(Stored data entries)
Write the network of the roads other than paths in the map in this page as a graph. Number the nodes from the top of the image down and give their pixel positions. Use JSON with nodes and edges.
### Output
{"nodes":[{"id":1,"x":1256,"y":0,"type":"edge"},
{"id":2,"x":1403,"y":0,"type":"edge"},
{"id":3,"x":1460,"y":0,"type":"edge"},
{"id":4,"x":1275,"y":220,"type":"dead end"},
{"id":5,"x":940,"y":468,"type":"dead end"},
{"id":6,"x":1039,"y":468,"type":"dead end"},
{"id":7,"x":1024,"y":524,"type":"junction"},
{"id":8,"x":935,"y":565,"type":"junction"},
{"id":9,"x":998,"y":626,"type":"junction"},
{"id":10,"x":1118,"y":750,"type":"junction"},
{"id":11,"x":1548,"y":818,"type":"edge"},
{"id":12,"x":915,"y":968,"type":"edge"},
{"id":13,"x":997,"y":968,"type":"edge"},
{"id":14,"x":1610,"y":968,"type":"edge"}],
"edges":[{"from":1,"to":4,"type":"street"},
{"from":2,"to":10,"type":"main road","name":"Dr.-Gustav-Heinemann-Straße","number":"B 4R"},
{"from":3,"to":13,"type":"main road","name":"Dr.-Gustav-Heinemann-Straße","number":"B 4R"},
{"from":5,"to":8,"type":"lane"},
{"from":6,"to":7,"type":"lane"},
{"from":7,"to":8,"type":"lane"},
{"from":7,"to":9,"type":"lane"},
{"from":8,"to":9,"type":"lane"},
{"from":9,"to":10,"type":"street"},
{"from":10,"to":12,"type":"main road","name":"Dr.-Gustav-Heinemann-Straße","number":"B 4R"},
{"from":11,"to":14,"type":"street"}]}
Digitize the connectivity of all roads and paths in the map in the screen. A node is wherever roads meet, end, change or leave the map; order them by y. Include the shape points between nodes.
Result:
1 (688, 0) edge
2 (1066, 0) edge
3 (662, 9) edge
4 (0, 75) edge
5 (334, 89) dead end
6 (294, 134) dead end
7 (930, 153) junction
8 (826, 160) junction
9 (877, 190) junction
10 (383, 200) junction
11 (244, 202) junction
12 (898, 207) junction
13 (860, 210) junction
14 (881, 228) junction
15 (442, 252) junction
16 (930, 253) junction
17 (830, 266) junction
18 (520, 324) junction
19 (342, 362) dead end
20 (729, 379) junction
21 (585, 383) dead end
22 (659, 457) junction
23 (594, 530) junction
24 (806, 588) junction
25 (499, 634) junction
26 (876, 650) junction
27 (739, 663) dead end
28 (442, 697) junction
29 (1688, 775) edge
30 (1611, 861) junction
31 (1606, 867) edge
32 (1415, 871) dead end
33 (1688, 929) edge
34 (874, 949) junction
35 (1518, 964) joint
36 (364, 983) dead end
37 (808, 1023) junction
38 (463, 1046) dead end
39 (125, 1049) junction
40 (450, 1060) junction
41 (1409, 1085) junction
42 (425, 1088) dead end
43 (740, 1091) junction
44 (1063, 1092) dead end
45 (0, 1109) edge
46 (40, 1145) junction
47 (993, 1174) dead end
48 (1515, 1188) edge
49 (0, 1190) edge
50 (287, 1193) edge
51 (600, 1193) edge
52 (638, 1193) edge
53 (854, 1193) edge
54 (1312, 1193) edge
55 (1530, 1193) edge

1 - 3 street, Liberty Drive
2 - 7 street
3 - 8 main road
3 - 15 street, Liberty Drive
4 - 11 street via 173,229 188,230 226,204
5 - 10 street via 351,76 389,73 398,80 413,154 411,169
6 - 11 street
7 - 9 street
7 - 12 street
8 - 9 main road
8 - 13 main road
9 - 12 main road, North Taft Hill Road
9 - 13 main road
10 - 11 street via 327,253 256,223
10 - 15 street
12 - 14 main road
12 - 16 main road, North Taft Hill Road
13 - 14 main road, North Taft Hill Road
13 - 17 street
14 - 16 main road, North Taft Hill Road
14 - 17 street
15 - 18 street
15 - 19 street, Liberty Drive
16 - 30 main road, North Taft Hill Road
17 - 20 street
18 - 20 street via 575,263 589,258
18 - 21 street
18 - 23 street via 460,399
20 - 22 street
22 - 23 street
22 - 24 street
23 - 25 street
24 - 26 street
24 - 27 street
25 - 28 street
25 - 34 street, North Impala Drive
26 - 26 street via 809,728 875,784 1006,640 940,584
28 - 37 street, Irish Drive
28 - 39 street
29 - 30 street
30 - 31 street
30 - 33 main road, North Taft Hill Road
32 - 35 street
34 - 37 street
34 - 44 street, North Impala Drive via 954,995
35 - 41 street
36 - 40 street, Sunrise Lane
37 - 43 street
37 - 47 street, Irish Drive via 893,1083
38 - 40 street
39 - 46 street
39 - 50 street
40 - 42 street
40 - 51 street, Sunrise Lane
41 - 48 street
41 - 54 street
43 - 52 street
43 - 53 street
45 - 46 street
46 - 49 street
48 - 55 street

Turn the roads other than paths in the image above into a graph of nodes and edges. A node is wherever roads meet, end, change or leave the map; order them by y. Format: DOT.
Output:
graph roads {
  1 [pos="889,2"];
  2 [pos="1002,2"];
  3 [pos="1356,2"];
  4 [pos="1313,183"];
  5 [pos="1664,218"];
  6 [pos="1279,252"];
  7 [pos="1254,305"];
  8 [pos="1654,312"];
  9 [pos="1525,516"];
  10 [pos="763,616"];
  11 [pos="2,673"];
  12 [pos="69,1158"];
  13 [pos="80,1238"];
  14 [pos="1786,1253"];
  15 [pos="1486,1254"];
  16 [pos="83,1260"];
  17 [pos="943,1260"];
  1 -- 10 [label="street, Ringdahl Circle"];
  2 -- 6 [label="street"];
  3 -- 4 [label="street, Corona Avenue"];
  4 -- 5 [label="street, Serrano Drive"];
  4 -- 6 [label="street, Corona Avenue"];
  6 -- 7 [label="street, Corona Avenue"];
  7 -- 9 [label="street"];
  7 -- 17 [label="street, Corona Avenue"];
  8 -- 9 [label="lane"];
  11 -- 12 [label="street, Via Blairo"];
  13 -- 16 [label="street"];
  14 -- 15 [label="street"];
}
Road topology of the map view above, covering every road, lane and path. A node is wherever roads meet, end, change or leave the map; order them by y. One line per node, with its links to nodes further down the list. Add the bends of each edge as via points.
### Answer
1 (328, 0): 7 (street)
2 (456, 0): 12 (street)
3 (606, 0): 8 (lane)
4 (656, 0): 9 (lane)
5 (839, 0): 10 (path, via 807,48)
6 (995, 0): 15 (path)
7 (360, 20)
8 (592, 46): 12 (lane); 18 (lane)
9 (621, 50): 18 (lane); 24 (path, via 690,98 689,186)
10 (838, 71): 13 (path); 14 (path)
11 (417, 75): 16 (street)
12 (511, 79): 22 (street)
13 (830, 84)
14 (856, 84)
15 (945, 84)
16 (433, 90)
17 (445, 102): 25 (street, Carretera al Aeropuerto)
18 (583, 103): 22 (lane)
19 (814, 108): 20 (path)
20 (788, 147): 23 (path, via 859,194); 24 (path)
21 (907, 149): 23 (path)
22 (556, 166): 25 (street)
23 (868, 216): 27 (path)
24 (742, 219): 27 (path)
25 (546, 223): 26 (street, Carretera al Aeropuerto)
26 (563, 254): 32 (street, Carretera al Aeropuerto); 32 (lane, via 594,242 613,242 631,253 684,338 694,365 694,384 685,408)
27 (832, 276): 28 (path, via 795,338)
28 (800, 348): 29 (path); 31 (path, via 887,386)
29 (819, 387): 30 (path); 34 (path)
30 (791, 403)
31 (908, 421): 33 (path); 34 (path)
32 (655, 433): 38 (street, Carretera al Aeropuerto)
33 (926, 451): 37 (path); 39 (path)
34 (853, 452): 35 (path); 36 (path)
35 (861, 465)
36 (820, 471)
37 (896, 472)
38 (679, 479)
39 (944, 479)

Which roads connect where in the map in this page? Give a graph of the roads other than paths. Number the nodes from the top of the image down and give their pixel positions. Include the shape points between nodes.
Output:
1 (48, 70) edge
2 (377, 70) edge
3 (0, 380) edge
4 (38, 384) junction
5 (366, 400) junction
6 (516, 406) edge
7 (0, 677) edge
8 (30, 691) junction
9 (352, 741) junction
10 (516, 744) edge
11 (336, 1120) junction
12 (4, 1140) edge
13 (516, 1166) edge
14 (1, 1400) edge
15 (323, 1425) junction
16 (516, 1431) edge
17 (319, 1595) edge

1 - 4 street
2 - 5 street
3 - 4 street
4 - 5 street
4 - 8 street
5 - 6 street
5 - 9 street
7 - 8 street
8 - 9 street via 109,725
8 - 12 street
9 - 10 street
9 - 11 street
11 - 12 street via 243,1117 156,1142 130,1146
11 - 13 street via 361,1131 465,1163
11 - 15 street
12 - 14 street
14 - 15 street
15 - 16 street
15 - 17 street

WHAT YOU ARE ASKED TO DO:
Taking the line with "Turn the roads" as the first and the line with "Road topology of" as the last, retype that stretch of the data above exactly, with no other lines.

RESPONSE TO THIS TASK:
Turn the roads other than paths in the image above into a graph of nodes and edges. A node is wherever roads meet, end, change or leave the map; order them by y. Format: DOT.
Output:
graph roads {
  1 [pos="889,2"];
  2 [pos="1002,2"];
  3 [pos="1356,2"];
  4 [pos="1313,183"];
  5 [pos="1664,218"];
  6 [pos="1279,252"];
  7 [pos="1254,305"];
  8 [pos="1654,312"];
  9 [pos="1525,516"];
  10 [pos="763,616"];
  11 [pos="2,673"];
  12 [pos="69,1158"];
  13 [pos="80,1238"];
  14 [pos="1786,1253"];
  15 [pos="1486,1254"];
  16 [pos="83,1260"];
  17 [pos="943,1260"];
  1 -- 10 [label="street, Ringdahl Circle"];
  2 -- 6 [label="street"];
  3 -- 4 [label="street, Corona Avenue"];
  4 -- 5 [label="street, Serrano Drive"];
  4 -- 6 [label="street, Corona Avenue"];
  6 -- 7 [label="street, Corona Avenue"];
  7 -- 9 [label="street"];
  7 -- 17 [label="street, Corona Avenue"];
  8 -- 9 [label="lane"];
  11 -- 12 [label="street, Via Blairo"];
  13 -- 16 [label="street"];
  14 -- 15 [label="street"];
}
Road topology of the map view above, covering every road, lane and path. A node is wherever roads meet, end, change or leave the map; order them by y. One line per node, with its links to nodes further down the list. Add the bends of each edge as via points.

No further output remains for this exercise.